→ Activity
Look through the records that follow and state how many lines hold the word "than", without adding anything.

#### Material provided

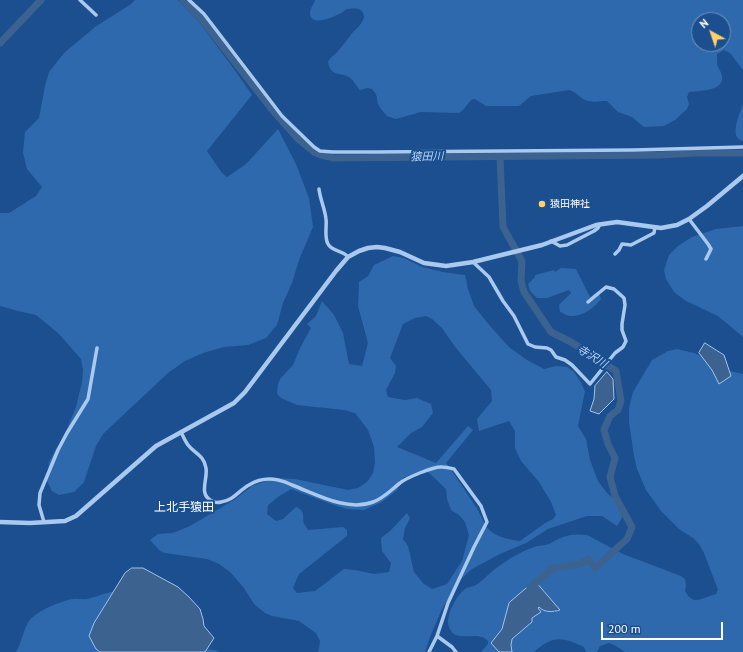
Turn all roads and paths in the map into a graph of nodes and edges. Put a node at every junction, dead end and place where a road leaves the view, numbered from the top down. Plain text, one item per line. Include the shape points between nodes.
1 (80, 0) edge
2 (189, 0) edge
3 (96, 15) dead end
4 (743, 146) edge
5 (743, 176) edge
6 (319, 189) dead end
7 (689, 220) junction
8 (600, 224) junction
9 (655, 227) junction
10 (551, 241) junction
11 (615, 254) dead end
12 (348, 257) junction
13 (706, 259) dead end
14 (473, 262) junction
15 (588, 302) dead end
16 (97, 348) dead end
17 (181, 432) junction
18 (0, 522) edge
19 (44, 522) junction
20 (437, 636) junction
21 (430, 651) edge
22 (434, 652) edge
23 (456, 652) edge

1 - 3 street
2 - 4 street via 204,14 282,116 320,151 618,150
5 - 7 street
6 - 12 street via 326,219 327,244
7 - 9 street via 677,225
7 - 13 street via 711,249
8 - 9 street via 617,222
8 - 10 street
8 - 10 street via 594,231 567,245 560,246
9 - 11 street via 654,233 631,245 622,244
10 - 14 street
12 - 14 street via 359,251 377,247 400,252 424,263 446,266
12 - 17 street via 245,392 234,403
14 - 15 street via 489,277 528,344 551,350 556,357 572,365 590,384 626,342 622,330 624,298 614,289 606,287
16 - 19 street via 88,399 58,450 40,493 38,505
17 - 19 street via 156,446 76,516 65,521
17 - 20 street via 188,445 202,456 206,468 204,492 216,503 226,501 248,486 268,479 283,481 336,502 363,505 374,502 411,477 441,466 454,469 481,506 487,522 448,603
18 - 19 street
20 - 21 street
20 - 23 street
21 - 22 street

########
#### Material provided

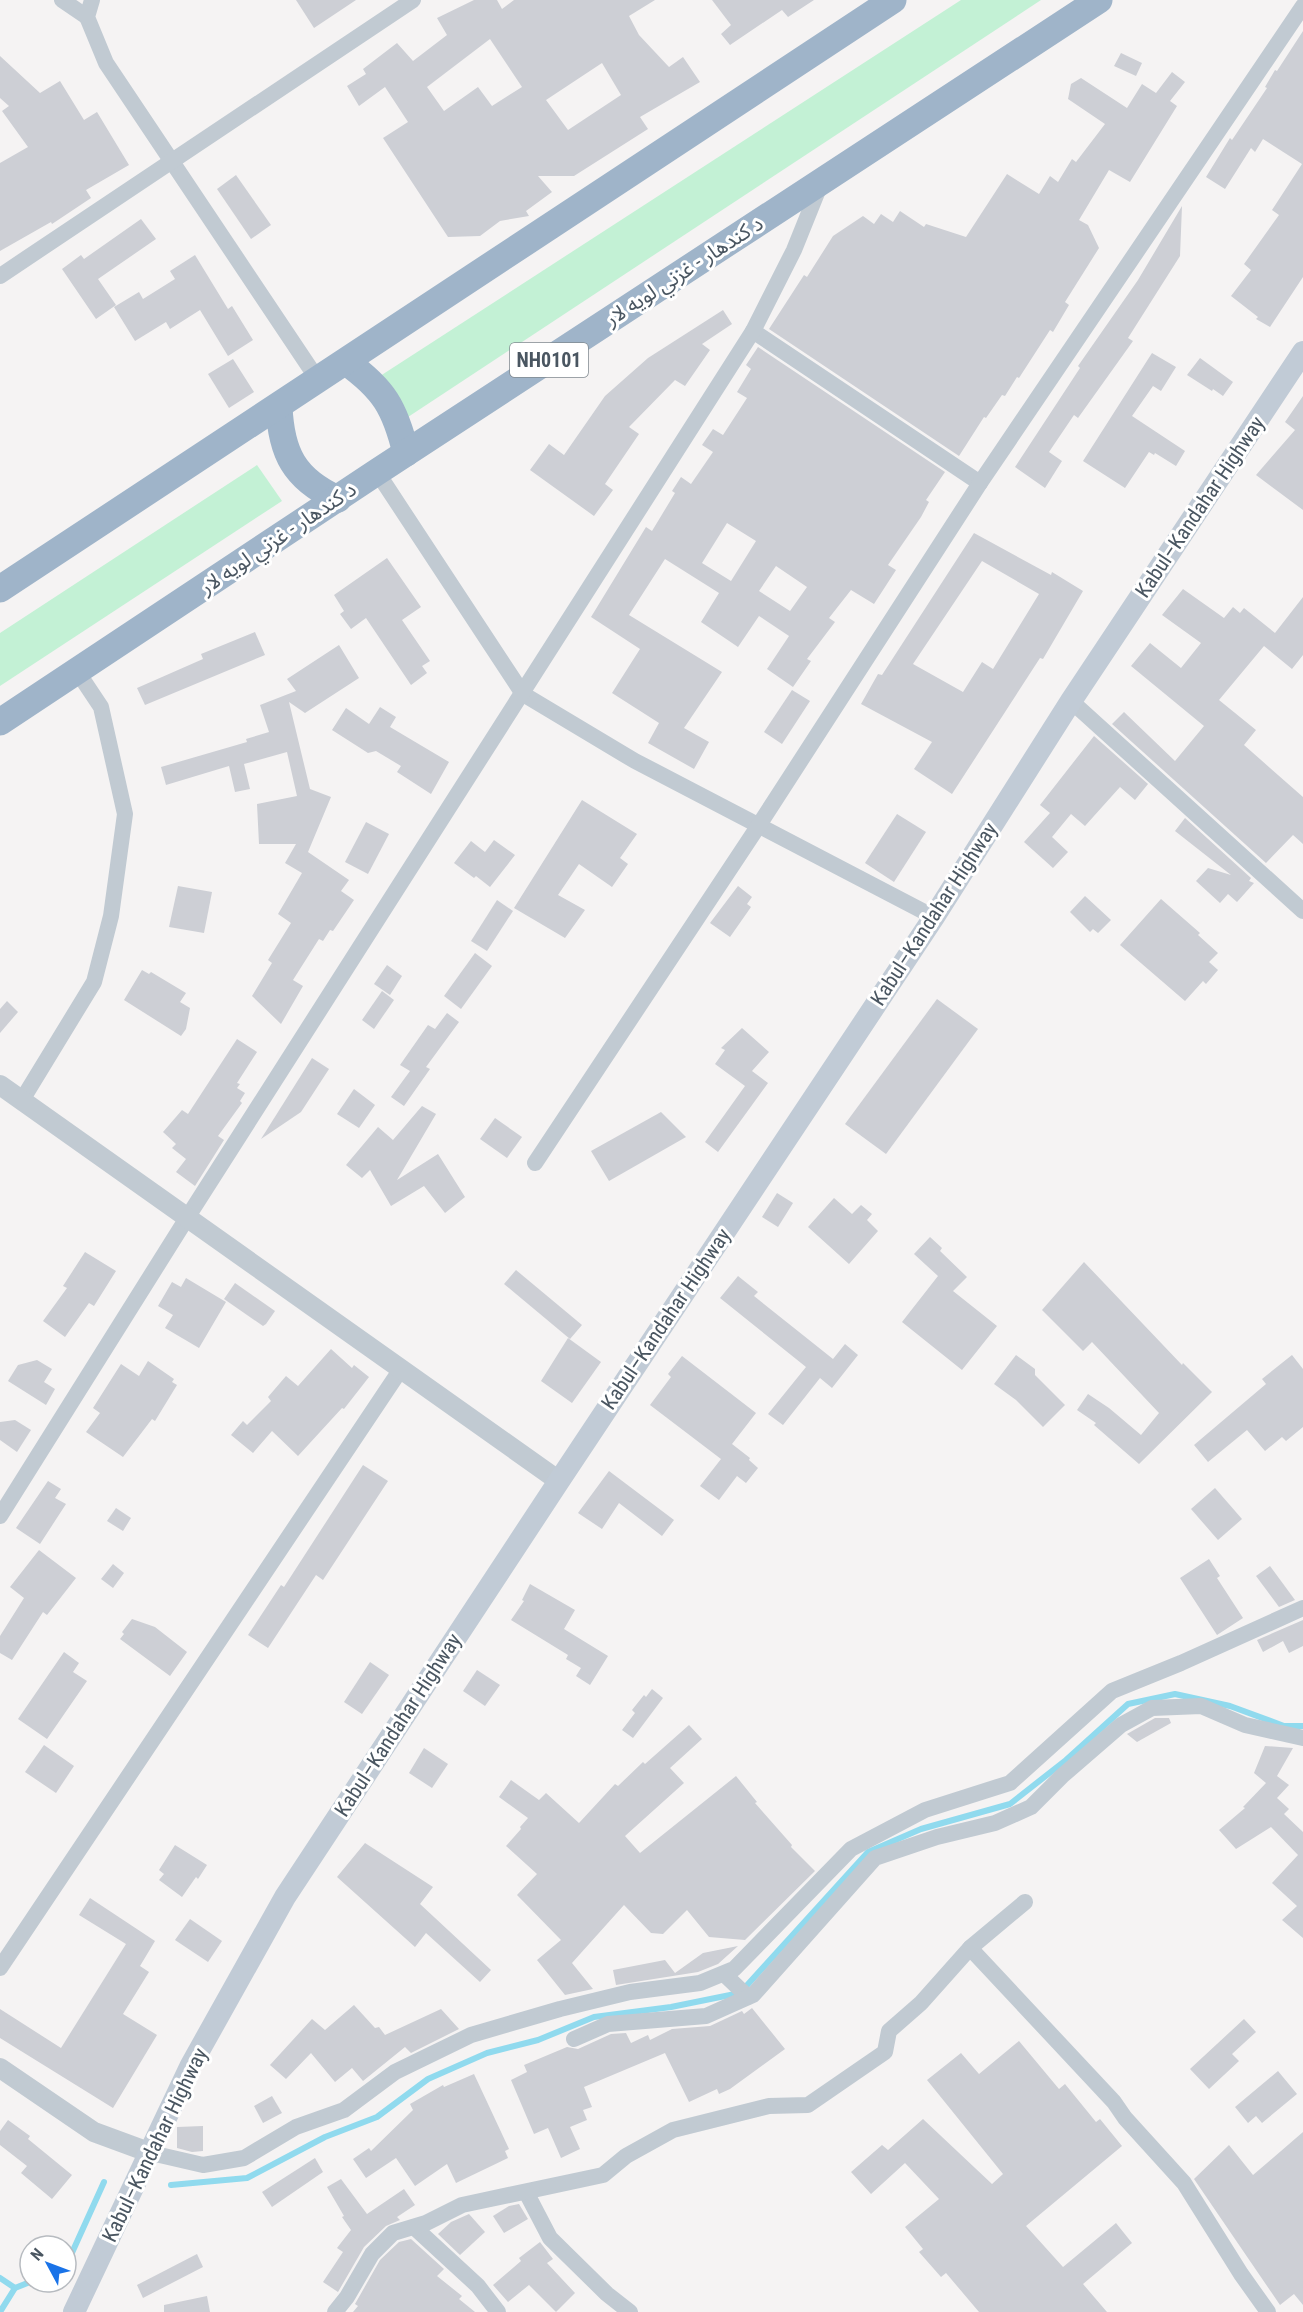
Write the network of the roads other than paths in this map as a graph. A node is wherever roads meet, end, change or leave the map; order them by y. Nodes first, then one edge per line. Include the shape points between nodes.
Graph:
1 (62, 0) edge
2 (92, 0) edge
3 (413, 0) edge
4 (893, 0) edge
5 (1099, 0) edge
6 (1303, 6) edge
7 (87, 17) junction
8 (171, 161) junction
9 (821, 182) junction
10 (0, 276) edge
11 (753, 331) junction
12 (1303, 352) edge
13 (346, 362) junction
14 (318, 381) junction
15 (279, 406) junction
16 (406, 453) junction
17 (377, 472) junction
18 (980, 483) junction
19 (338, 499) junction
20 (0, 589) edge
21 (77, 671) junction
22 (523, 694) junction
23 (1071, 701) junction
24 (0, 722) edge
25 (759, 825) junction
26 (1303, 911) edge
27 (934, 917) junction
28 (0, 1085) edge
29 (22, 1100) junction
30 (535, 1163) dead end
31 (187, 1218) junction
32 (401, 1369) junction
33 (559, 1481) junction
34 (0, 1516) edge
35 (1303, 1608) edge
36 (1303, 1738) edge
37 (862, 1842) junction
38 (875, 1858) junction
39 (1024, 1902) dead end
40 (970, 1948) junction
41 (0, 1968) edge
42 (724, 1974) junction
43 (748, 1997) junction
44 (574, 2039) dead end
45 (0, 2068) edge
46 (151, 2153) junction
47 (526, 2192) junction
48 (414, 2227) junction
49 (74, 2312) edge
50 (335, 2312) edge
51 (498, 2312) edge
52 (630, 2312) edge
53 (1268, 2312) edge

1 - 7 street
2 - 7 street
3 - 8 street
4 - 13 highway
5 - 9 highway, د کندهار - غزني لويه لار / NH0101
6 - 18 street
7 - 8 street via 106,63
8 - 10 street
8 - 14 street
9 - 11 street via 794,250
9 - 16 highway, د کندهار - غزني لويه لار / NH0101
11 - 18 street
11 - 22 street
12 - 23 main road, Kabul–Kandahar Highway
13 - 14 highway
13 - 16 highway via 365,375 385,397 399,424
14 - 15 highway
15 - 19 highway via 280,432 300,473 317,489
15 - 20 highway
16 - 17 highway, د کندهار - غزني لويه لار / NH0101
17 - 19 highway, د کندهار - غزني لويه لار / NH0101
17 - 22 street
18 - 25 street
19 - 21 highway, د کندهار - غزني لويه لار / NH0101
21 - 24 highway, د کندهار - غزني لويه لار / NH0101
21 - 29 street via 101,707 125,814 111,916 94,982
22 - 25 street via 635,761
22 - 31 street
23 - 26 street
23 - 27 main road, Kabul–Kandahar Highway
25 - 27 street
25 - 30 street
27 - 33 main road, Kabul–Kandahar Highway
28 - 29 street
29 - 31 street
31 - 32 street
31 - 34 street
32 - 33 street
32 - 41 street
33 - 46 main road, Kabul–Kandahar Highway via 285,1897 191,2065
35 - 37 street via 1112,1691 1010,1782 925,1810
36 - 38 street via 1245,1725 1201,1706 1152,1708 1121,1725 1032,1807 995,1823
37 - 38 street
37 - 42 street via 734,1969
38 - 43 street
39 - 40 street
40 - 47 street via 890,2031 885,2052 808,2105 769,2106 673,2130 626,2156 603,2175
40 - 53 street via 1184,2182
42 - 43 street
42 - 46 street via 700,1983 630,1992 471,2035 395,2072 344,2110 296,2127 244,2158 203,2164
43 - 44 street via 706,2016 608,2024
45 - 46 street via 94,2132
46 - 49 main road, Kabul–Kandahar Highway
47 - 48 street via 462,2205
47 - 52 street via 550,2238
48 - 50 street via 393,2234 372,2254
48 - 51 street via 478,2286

########
#### Material provided

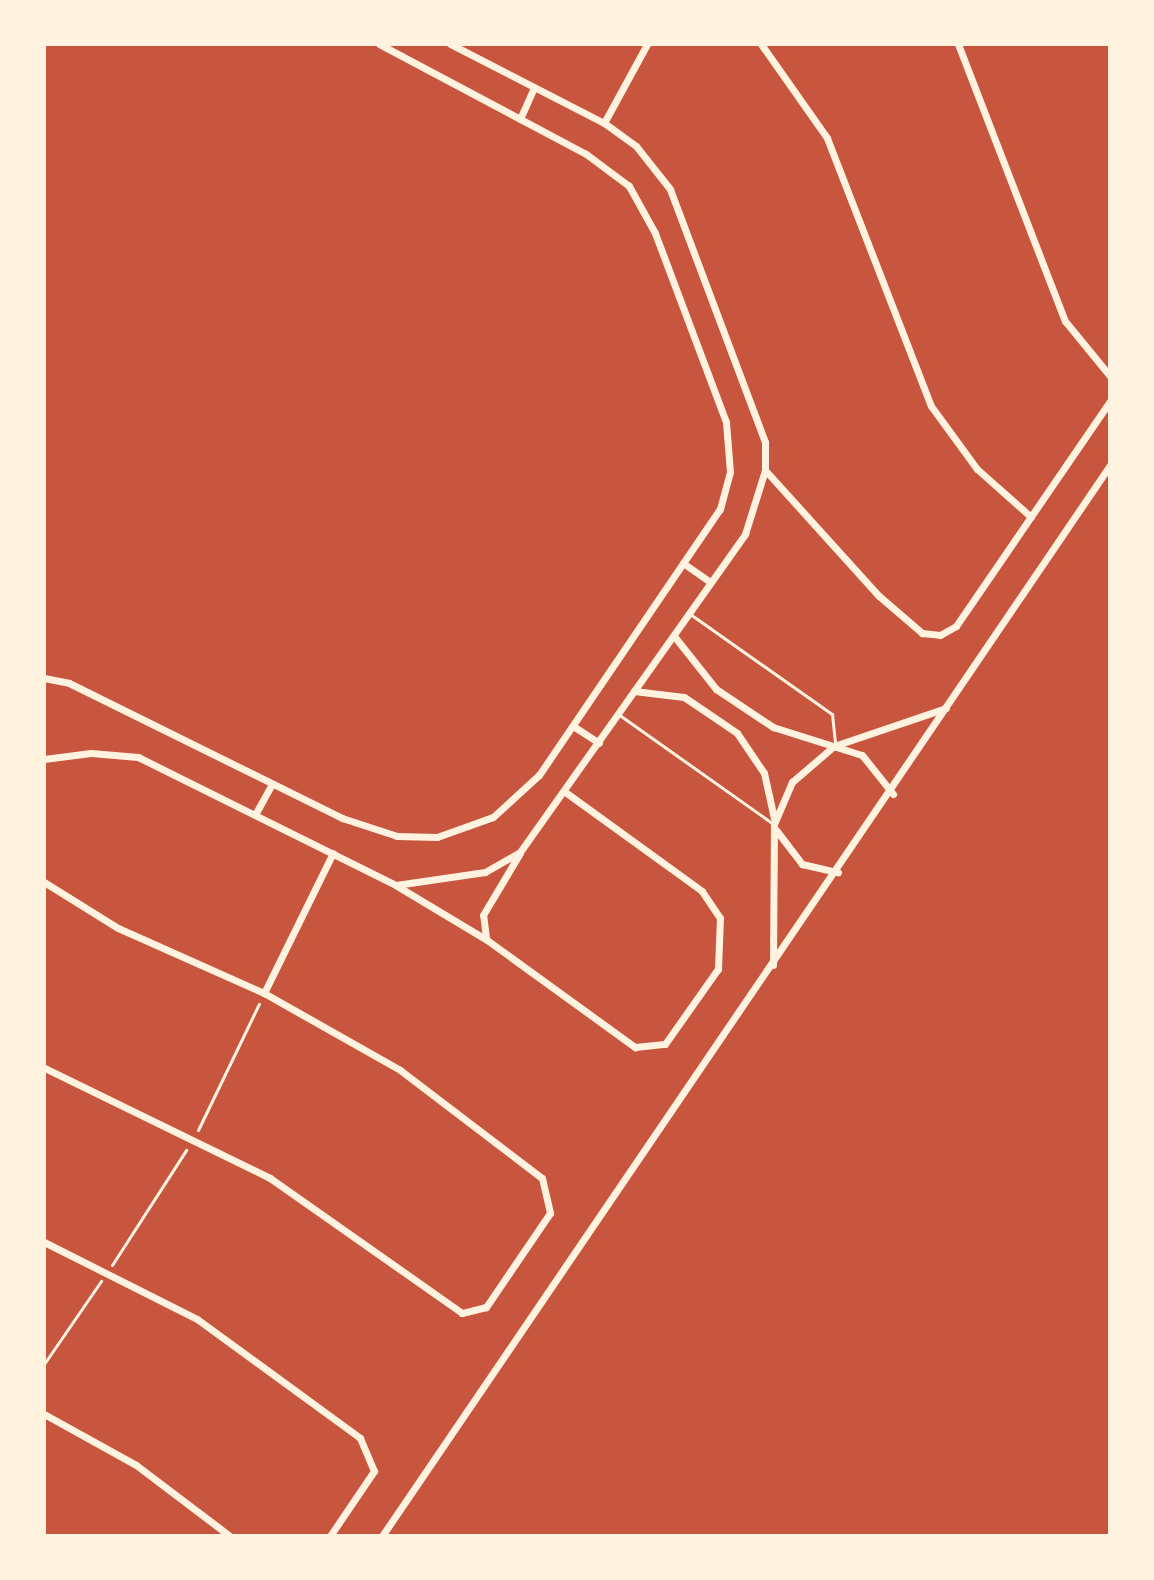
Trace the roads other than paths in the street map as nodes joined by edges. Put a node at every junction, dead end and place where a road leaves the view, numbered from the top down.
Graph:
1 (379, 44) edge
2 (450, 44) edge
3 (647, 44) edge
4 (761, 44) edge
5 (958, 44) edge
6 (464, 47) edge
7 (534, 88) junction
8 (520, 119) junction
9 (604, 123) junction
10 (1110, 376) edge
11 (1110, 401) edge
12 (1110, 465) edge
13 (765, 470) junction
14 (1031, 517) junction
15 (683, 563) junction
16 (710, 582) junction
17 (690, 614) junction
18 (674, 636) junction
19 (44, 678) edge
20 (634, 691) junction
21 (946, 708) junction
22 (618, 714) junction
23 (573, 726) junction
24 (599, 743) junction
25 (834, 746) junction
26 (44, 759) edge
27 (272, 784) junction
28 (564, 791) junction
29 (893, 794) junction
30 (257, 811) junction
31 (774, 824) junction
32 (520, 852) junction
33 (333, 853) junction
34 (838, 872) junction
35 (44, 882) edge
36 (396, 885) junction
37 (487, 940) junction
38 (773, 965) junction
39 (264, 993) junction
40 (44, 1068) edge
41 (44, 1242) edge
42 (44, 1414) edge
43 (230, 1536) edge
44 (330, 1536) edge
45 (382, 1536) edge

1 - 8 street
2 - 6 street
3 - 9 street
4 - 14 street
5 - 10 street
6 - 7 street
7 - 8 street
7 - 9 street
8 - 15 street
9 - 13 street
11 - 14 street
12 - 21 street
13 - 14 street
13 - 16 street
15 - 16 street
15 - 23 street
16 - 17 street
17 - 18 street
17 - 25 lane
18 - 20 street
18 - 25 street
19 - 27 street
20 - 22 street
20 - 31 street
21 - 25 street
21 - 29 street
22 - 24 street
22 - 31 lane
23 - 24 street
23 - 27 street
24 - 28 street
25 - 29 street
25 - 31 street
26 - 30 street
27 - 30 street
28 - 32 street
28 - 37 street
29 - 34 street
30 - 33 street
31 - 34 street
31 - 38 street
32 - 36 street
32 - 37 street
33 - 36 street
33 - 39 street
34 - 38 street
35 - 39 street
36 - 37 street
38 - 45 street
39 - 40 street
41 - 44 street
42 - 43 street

########

→ Result below
2